_WORK TO COMPLETE:_ Check each line of the data below for the word "roads", then extract the ones that have it.

_SOURCE DATA:_
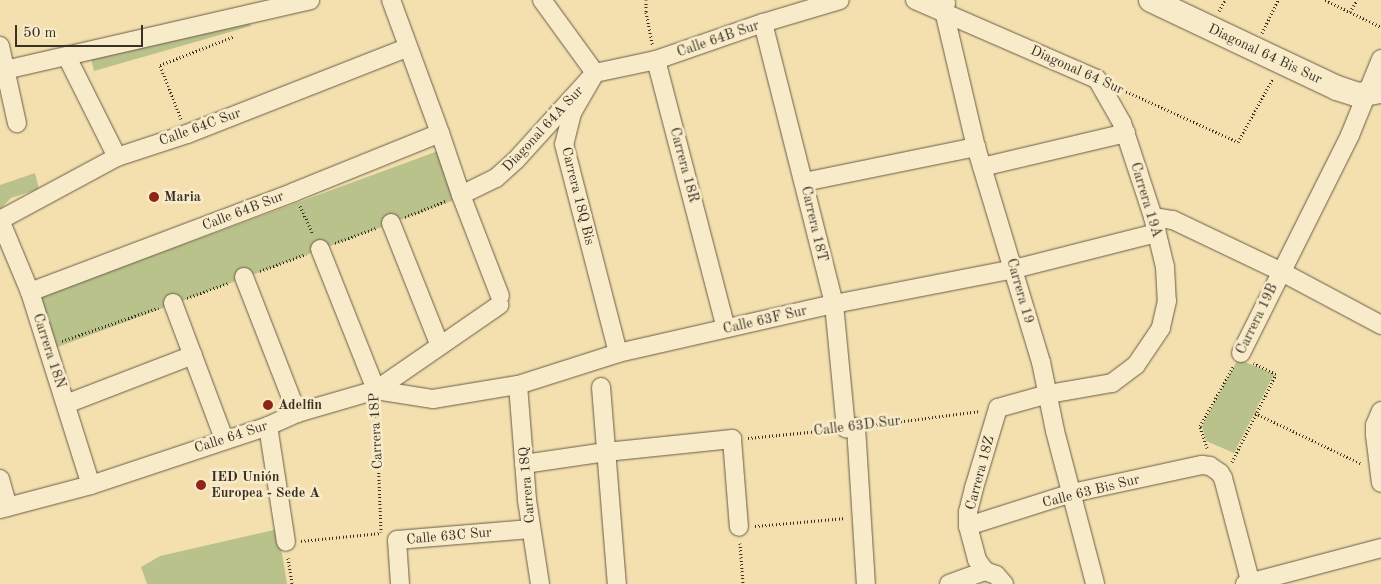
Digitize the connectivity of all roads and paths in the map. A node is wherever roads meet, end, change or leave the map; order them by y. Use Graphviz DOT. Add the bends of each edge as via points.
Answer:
graph roads {
  1 [pos="310,0"];
  2 [pos="391,0"];
  3 [pos="542,0"];
  4 [pos="646,0"];
  5 [pos="840,0"];
  6 [pos="915,0"];
  7 [pos="1151,0"];
  8 [pos="1278,0"];
  9 [pos="1325,0"];
  10 [pos="1357,0"];
  11 [pos="945,5"];
  12 [pos="1350,12"];
  13 [pos="763,23"];
  14 [pos="1381,27"];
  15 [pos="238,35"];
  16 [pos="0,46"];
  17 [pos="407,48"];
  18 [pos="1254,49"];
  19 [pos="68,57"];
  20 [pos="1381,59"];
  21 [pos="656,60"];
  22 [pos="1282,62"];
  23 [pos="5,70"];
  24 [pos="595,73"];
  25 [pos="1097,78"];
  26 [pos="1374,93"];
  27 [pos="17,123"];
  28 [pos="438,126"];
  29 [pos="187,134"];
  30 [pos="1126,134"];
  31 [pos="976,147"];
  32 [pos="117,157"];
  33 [pos="982,167"];
  34 [pos="804,182"];
  35 [pos="294,192"];
  36 [pos="461,195"];
  37 [pos="0,220"];
  38 [pos="391,222"];
  39 [pos="1154,225"];
  40 [pos="320,249"];
  41 [pos="1014,269"];
  42 [pos="1280,271"];
  43 [pos="244,277"];
  44 [pos="30,292"];
  45 [pos="173,303"];
  46 [pos="834,304"];
  47 [pos="1381,325"];
  48 [pos="726,328"];
  49 [pos="440,346"];
  50 [pos="618,352"];
  51 [pos="193,355"];
  52 [pos="1240,355"];
  53 [pos="518,385"];
  54 [pos="601,388"];
  55 [pos="376,390"];
  56 [pos="1048,394"];
  57 [pos="66,404"];
  58 [pos="998,408"];
  59 [pos="1381,411"];
  60 [pos="297,413"];
  61 [pos="1255,413"];
  62 [pos="268,426"];
  63 [pos="851,428"];
  64 [pos="224,439"];
  65 [pos="732,439"];
  66 [pos="606,452"];
  67 [pos="524,464"];
  68 [pos="1219,474"];
  69 [pos="1380,477"];
  70 [pos="0,479"];
  71 [pos="91,485"];
  72 [pos="1072,493"];
  73 [pos="4,508"];
  74 [pos="861,517"];
  75 [pos="968,526"];
  76 [pos="739,527"];
  77 [pos="531,529"];
  78 [pos="389,537"];
  79 [pos="286,542"];
  80 [pos="1381,548"];
  81 [pos="985,571"];
  82 [pos="1249,583"];
  83 [pos="292,584"];
  84 [pos="400,584"];
  85 [pos="540,584"];
  86 [pos="617,584"];
  87 [pos="743,584"];
  88 [pos="866,584"];
  89 [pos="949,584"];
  90 [pos="1004,584"];
  91 [pos="1095,584"];
  1 -- 19 [label="street"];
  2 -- 17 [label="street"];
  3 -- 24 [label="street"];
  4 -- 21 [label="path"];
  5 -- 13 [label="street, Calle 64B Sur"];
  6 -- 11 [label="street, Diagonal 64 Sur"];
  7 -- 18 [label="street, Diagonal 64 Bis Sur"];
  8 -- 18 [label="path"];
  9 -- 12 [label="path"];
  10 -- 12 [label="path"];
  11 -- 25 [label="street, Diagonal 64 Sur"];
  11 -- 31 [label="street, Carrera 19"];
  12 -- 14 [label="path"];
  13 -- 21 [label="street, Calle 64B Sur"];
  13 -- 34 [label="street, Carrera 18T"];
  15 -- 29 [label="path" via="160,64"];
  16 -- 23 [label="street"];
  17 -- 28 [label="street"];
  17 -- 29 [label="street, Calle 64C Sur"];
  18 -- 22 [label="street, Diagonal 64 Bis Sur"];
  19 -- 23 [label="street"];
  19 -- 32 [label="street"];
  20 -- 26 [label="street, Carrera 19B"];
  21 -- 24 [label="street, Calle 64B Sur"];
  21 -- 48 [label="street, Carrera 18R"];
  22 -- 25 [label="path, Diagonal 64 Sur" via="1238,142"];
  22 -- 26 [label="street, Diagonal 64 Bis Sur" via="1351,94"];
  23 -- 27 [label="street"];
  24 -- 36 [label="street, Diagonal 64A Sur" via="516,160 496,178"];
  24 -- 50 [label="street, Carrera 18Q Bis" via="572,113 564,144"];
  25 -- 30 [label="street, Carrera 19A"];
  26 -- 42 [label="street, Carrera 19B"];
  28 -- 35 [label="street, Calle 64B Sur"];
  28 -- 36 [label="street"];
  29 -- 32 [label="street, Calle 64C Sur"];
  30 -- 33 [label="street"];
  30 -- 39 [label="street, Carrera 19A"];
  31 -- 33 [label="street, Carrera 19"];
  31 -- 34 [label="street"];
  32 -- 37 [label="street, Calle 64C Sur"];
  33 -- 41 [label="street, Carrera 19"];
  34 -- 46 [label="street, Carrera 18T"];
  35 -- 40 [label="path"];
  35 -- 44 [label="street, Calle 64B Sur"];
  36 -- 49 [label="street, Calle 64 Sur" via="499,300"];
  37 -- 44 [label="street, Carrera 18N"];
  38 -- 49 [label="street"];
  39 -- 41 [label="street, Calle 63F Sur"];
  39 -- 42 [label="street" via="1173,220"];
  39 -- 56 [label="street, Carrera 19A" via="1167,284 1161,328 1136,365 1112,383"];
  40 -- 55 [label="street, Carrera 18P"];
  41 -- 46 [label="street, Calle 63F Sur"];
  41 -- 56 [label="street, Carrera 19"];
  42 -- 47 [label="street"];
  42 -- 52 [label="street, Carrera 19B"];
  43 -- 60 [label="street"];
  44 -- 57 [label="street, Carrera 18N"];
  45 -- 51 [label="street"];
  46 -- 48 [label="street, Calle 63F Sur"];
  46 -- 63 [label="street, Carrera 18T"];
  48 -- 50 [label="street, Calle 63F Sur"];
  49 -- 55 [label="street, Calle 64 Sur"];
  50 -- 53 [label="street, Calle 63F Sur"];
  51 -- 57 [label="street"];
  51 -- 64 [label="street"];
  52 -- 61 [label="path" via="1276,374"];
  52 -- 68 [label="path, Carrera 19B" via="1200,426"];
  53 -- 55 [label="street, Calle 63F Sur" via="433,399"];
  53 -- 67 [label="street, Carrera 18Q"];
  54 -- 66 [label="street"];
  55 -- 60 [label="street, Calle 64 Sur"];
  55 -- 78 [label="path, Carrera 18P"];
  56 -- 58 [label="street"];
  56 -- 72 [label="street, Carrera 19"];
  57 -- 71 [label="street, Carrera 18N"];
  58 -- 63 [label="path, Calle 63D Sur"];
  58 -- 75 [label="street, Carrera 18Z" via="974,488"];
  59 -- 69 [label="street" via="1375,426"];
  60 -- 62 [label="street, Calle 64 Sur"];
  61 -- 68 [label="path"];
  61 -- 69 [label="path"];
  62 -- 64 [label="street, Calle 64 Sur"];
  62 -- 79 [label="street"];
  63 -- 65 [label="path, Calle 63D Sur"];
  63 -- 74 [label="street, Carrera 18T"];
  64 -- 71 [label="street, Calle 64 Sur"];
  65 -- 66 [label="street"];
  65 -- 76 [label="street"];
  66 -- 67 [label="street"];
  66 -- 86 [label="street"];
  67 -- 77 [label="street, Carrera 18Q"];
  68 -- 72 [label="street, Calle 63 Bis Sur" via="1202,465"];
  68 -- 82 [label="street"];
  70 -- 73 [label="street"];
  71 -- 73 [label="street, Calle 64 Sur"];
  72 -- 75 [label="street, Calle 63 Bis Sur"];
  72 -- 91 [label="street, Carrera 19"];
  74 -- 76 [label="path"];
  74 -- 88 [label="street, Carrera 18T"];
  75 -- 81 [label="street, Carrera 18Z" via="977,560"];
  76 -- 87 [label="path"];
  77 -- 78 [label="street, Calle 63C Sur"];
  77 -- 85 [label="street, Carrera 18Q"];
  78 -- 79 [label="path"];
  78 -- 84 [label="street"];
  79 -- 83 [label="path"];
  80 -- 82 [label="street"];
  81 -- 89 [label="street"];
  81 -- 90 [label="street, Carrera 18Z" via="996,575"];
}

_COMPLETED TASK:_
Digitize the connectivity of all roads and paths in the map. A node is wherever roads meet, end, change or leave the map; order them by y. Use Graphviz DOT. Add the bends of each edge as via points.
graph roads {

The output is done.